Мальчишка вздыхает и, отведя взгляд, поджимает губы.
— Подумаешь! Мы и сами с усами! — шепчет он и, соскочив на землю, идет к своему дому. Скоро вернется отец, надо подогреть сваренную с утра кашу, нарезать хлеба и, вскипятив чайник, ждать папку…
… — Эй! — Тосин голос, низкий, баском, заставляет сидящего на завалинке Андрея вздрогнуть. — Андрюш, иди сюда! К сараю иди!
Девчонка протискивается в щель между досками забора и ныряет в прогнившую дыру старой постройки, что стоит скелетом на окраине деревни, привечая под своей полуобвалившейся крышей случайных путников и лихих людей.
— Чего тебе? — делая вид, что ему всё равно, шепчет мальчишка.
В сарае полумрак, пахнет сыростью и прелыми досками, через узкое окошко под потолком видно, как проплывают по небу тяжелые, свинцово–серые тучи, налитые затяжным, холодным дождем.
— Вот! — Тося, улыбаясь, вываливает на фанеру маленькие огурцы. — Кушай, у нас еще вырастут!
Андрей растерянно смотрит на угощенье.
— Ты что натворила, глупая! Тебя же мать завтра побьет! Зачем ты?!
— Да пусть только попробует тронуть меня! Я ей уже сказала, что убегу, что с ней жить не собираюсь, если руки будет распускать. Бери огурцы–то, сладкие. Мамка хорошие посадила, семена в городе купила, у какого–то знатного агронома!
— Знатного агронома, говоришь? — Андрюша пристраивается рядом с девчонкой, берет один огурец. Тося – другой. Молча хрумкают, слушая, как вдалеке гудит поезд.
Девочка вздрагивает, когда из дома товарища доносится стук, потом мужской рык и звон стекла.
— Твой опять? — невольно прижимаясь к парню, спрашивает она. — Пил?
— А чего ж ему не пить? — пожимает плечами Андрей. — Зарплату дали, чекушку он свою всегда купит… Сейчас пошумит и спать ляжет.

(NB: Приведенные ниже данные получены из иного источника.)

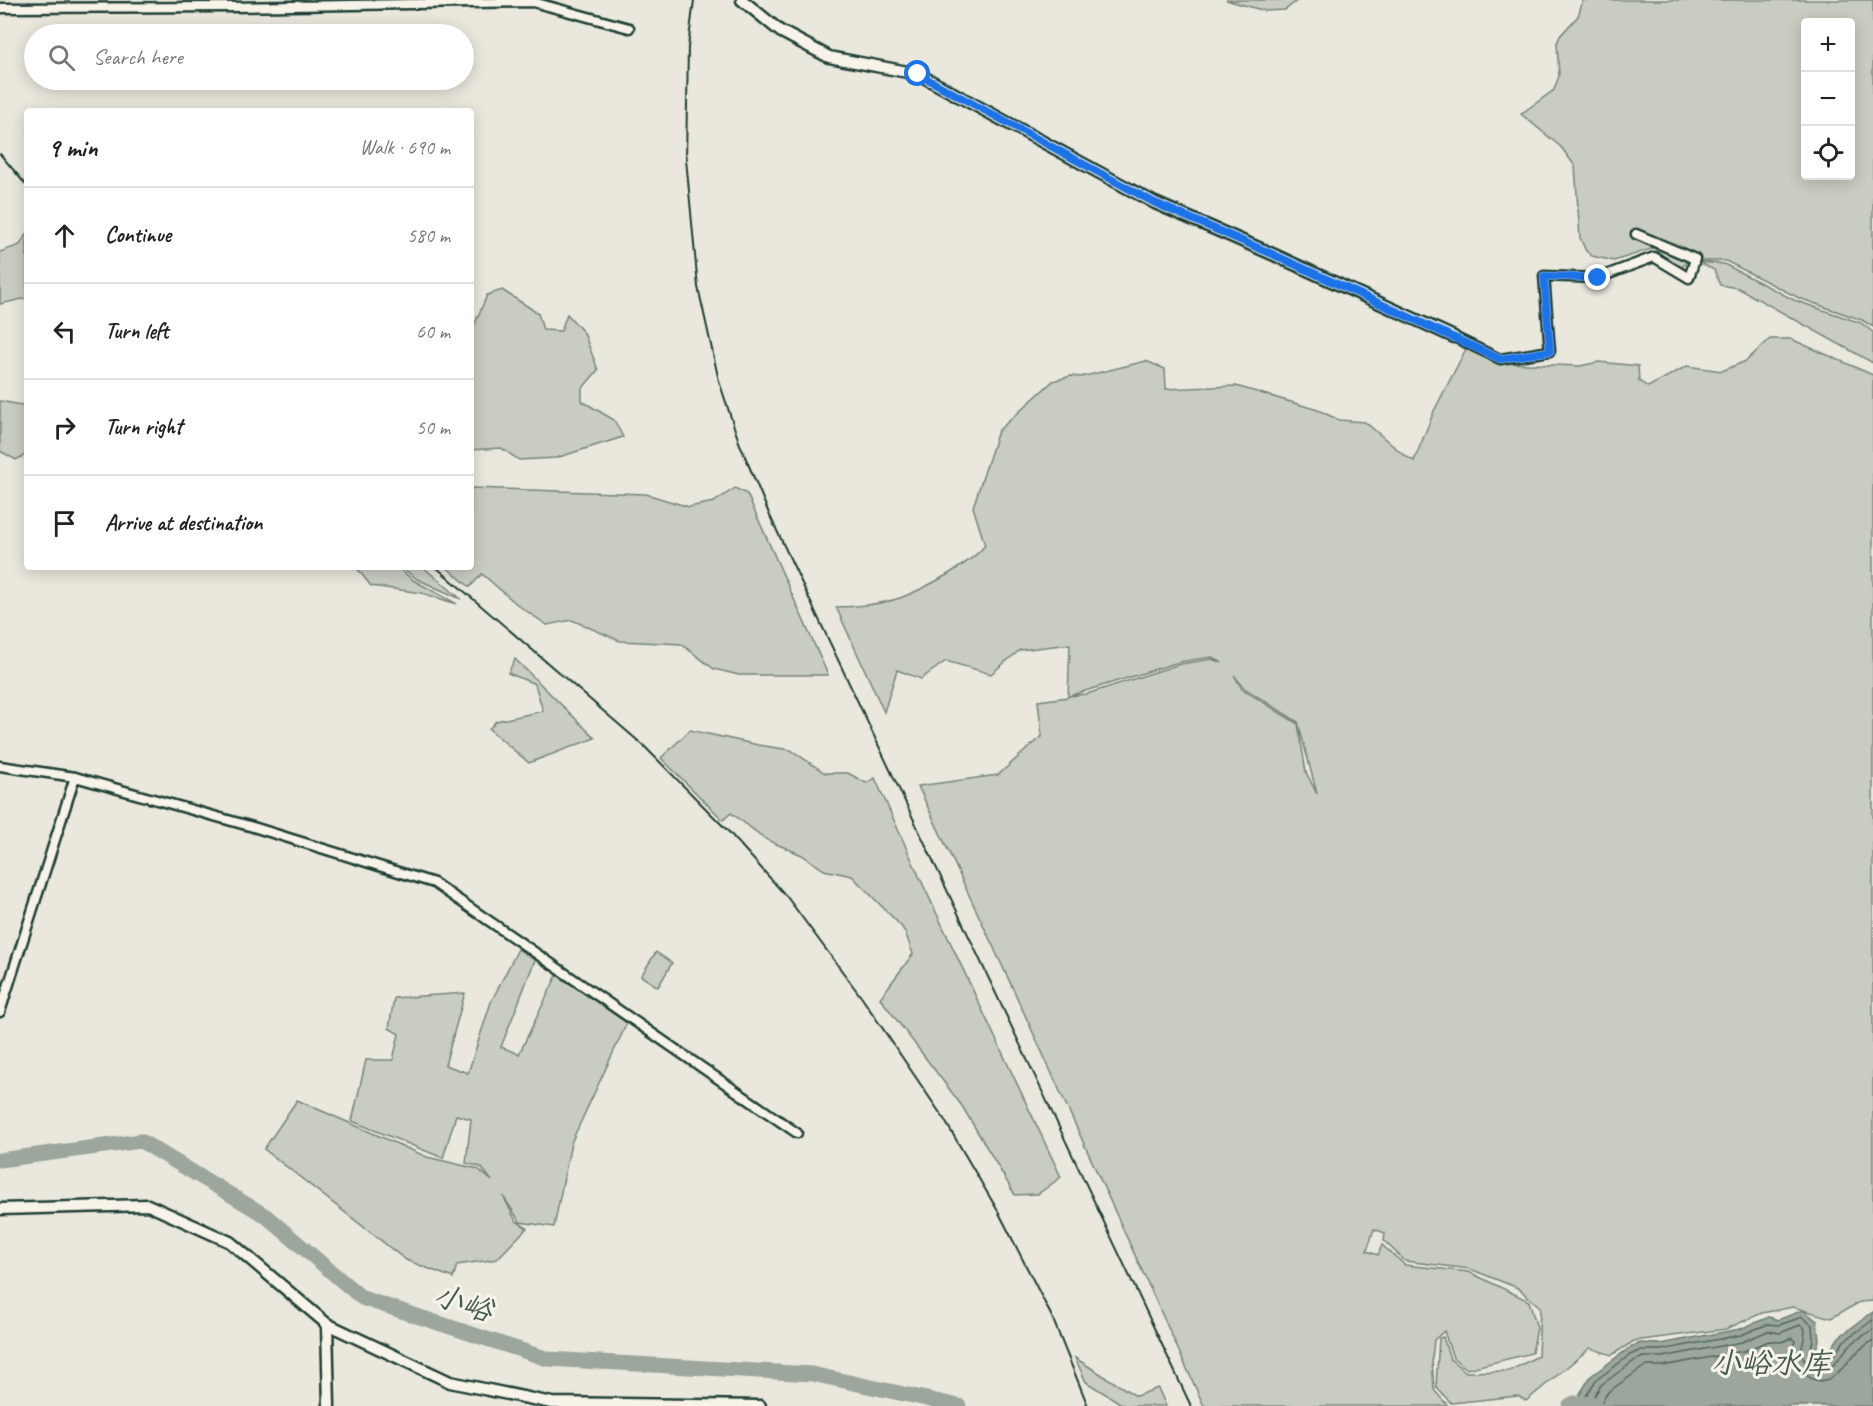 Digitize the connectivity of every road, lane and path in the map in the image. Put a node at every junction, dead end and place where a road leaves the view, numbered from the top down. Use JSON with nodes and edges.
{"nodes":[{"id":1,"x":742,"y":0,"type":"edge"},
{"id":2,"x":0,"y":8,"type":"edge"},
{"id":3,"x":629,"y":28,"type":"dead end"},
{"id":4,"x":1636,"y":234,"type":"dead end"},
{"id":5,"x":1454,"y":337,"type":"joint"},
{"id":6,"x":0,"y":766,"type":"edge"},
{"id":7,"x":75,"y":777,"type":"junction"},
{"id":8,"x":0,"y":1012,"type":"edge"},
{"id":9,"x":797,"y":1133,"type":"dead end"},
{"id":10,"x":0,"y":1209,"type":"edge"},
{"id":11,"x":327,"y":1324,"type":"junction"},
{"id":12,"x":329,"y":1406,"type":"edge"},
{"id":13,"x":760,"y":1406,"type":"edge"}],
"edges":[{"from":1,"to":5,"type":"street"},
{"from":2,"to":3,"type":"street"},
{"from":4,"to":5,"type":"street"},
{"from":6,"to":7,"type":"street"},
{"from":7,"to":8,"type":"street"},
{"from":7,"to":9,"type":"street"},
{"from":10,"to":11,"type":"street"},
{"from":11,"to":12,"type":"street"},
{"from":11,"to":13,"type":"street"}]} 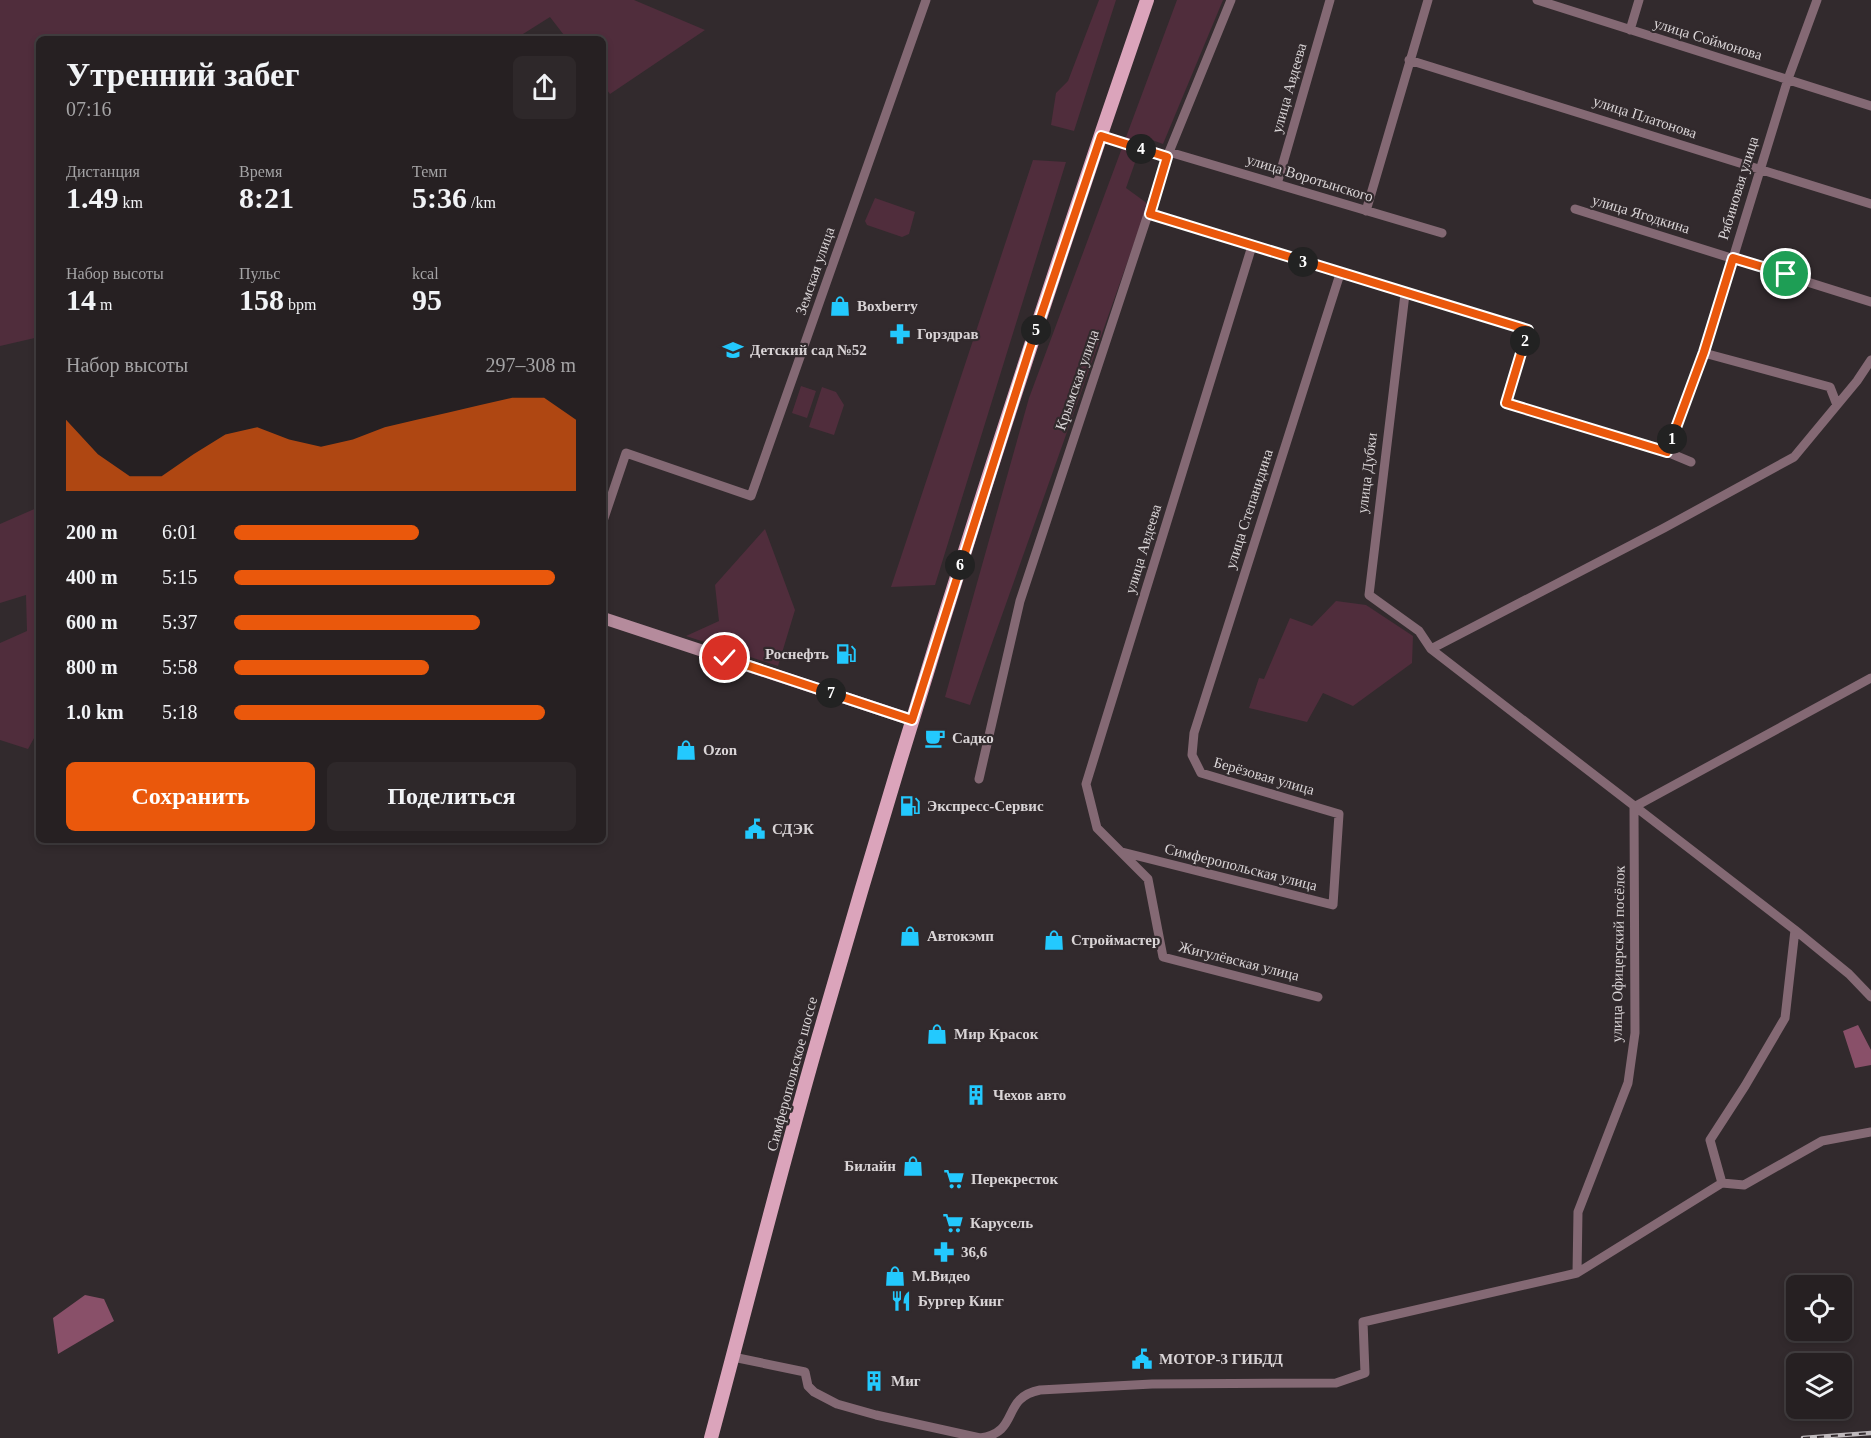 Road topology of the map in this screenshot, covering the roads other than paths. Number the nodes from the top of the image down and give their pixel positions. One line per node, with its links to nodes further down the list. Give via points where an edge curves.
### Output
1 (926, 0): 32 (street, Земская улица, via 751,496 627,453)
2 (1147, 0): 13 (main road, Симферопольское шоссе)
3 (1231, 0): 14 (street, Крымская улица)
4 (1330, 0): 16 (street, улица Авдеева)
5 (1428, 0): 10 (street)
6 (1537, 0): 9 (street, улица Соймонова)
7 (1639, 0): 9 (street)
8 (1817, 0): 11 (street, Рябиновая улица)
9 (1630, 30): 11 (street, улица Соймонова)
10 (1409, 60): 15 (street, улица Платонова); 19 (street)
11 (1788, 79): 12 (street, улица Соймонова); 15 (street, Рябиновая улица)
12 (1871, 106)
13 (1101, 136): 14 (street, улица Воротынского); 36 (main road, Симферопольское шоссе)
14 (1168, 155): 16 (street, улица Воротынского); 20 (street, Крымская улица)
15 (1759, 169): 17 (street, улица Платонова); 23 (street, Рябиновая улица)
16 (1277, 184): 19 (street, улица Воротынского)
17 (1871, 204)
18 (1575, 209): 23 (street, улица Ягодкина)
19 (1366, 211): 21 (street, улица Воротынского)
20 (1150, 214): 22 (street); 38 (street, Крымская улица, via 1020,601)
21 (1442, 233)
22 (1252, 246): 24 (street); 41 (street, улица Авдеева, via 1086,784 1097,828)
23 (1733, 258): 26 (street, улица Ягодкина); 27 (street, Рябиновая улица)
24 (1340, 274): 25 (street); 37 (street, улица Степанидина, via 1194,733)
25 (1405, 294): 30 (street, via 1528,330 1506,403); 34 (street, улица Дубки, via 1369,595 1419,631)
26 (1871, 302)
27 (1704, 352): 29 (street, via 1830,387); 30 (street, Рябиновая улица)
28 (1871, 360): 29 (street)
29 (1838, 405): 34 (street, via 1794,457)
30 (1667, 452): 31 (street)
31 (1691, 462)
32 (606, 512)
33 (606, 619): 36 (street)
34 (1431, 649): 39 (street)
35 (1871, 678): 39 (street)
36 (912, 720): 48 (main road, Симферопольское шоссе, via 823,1019)
37 (1192, 755): 40 (street, Берёзовая улица, via 1201,773)
38 (979, 779)
39 (1634, 807): 42 (street); 47 (street, улица Офицерский посёлок, via 1635,1033 1628,1083 1578,1212)
40 (1340, 814): 41 (street, Симферопольская улица, via 1333,905)
41 (1122, 852): 43 (street, Жигулёвская улица, via 1148,879 1163,957)
42 (1795, 930): 44 (street); 46 (street, via 1785,1018 1710,1140)
43 (1318, 996)
44 (1871, 997)
45 (1871, 1132): 46 (street, via 1822,1141 1744,1185)
46 (1722, 1183): 47 (street)
47 (1577, 1273): 48 (street, via 1363,1322 1365,1373 1336,1383 1152,1384 1040,1390 1019,1400 997,1434 980,1438 837,1404 814,1392 808,1386 805,1372)
48 (733, 1357): 49 (main road, Симферопольское шоссе)
49 (711, 1438)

— Андрей! Андрей, дармоед, куда ты запропастился! А ну иди сюда, ответ держать за день! — орет Михаил, стоя на крыльце в одних трусах и раскачиваясь. В такт ему качается двор, старая яблоня, небо раскачивается и сама земля. Все сегодня заодно с Мишкой, гуляет земля под ногами, только луны на небе нет, спряталась, испугавшись мужицкого окрика…
— И как ты с ним живешь? — испуганно говорит Тося. — Он же страшный! Мать говорит, что он с ума уже сходит, не ровен час, на нас кинется…
Андрей, вздернув подбородок, вдруг откладывает надкусанный огурец и, холодно глядя на девчонку, отвечает:
— Не смей про батю говорить! Он хороший, очень хороший, а ты ничего не знаешь!
— Хороший, а тебя давеча ремнем отходил. Я сама видела!
— За дело и отходил! — потупясь, отвечает Андрей. — Значит, так нужно было. Отцу тяжело со мной, но я его всё равно люблю, слышишь! Не говори про него!
— Да не буду, не буду, ешь… Извини…
Михаил живет в этой деревне с рождения. Хоботовы занимали этот большой, бревенчатый дом испокон веков, плодились, разъезжались по стране, но один всегда оставался в гнезде, берег его, латал прохудившуюся крышу, скоблил полы и красил выцветшие наличники. Домовитый, ладный Мишка был завидным женихом, все девчонки млели, когда он, идя по улице с гармошкой, зыркал на них из–под надвинутой на лоб кепки. Всем улыбался парень, а жену себе привез из соседней Околовки.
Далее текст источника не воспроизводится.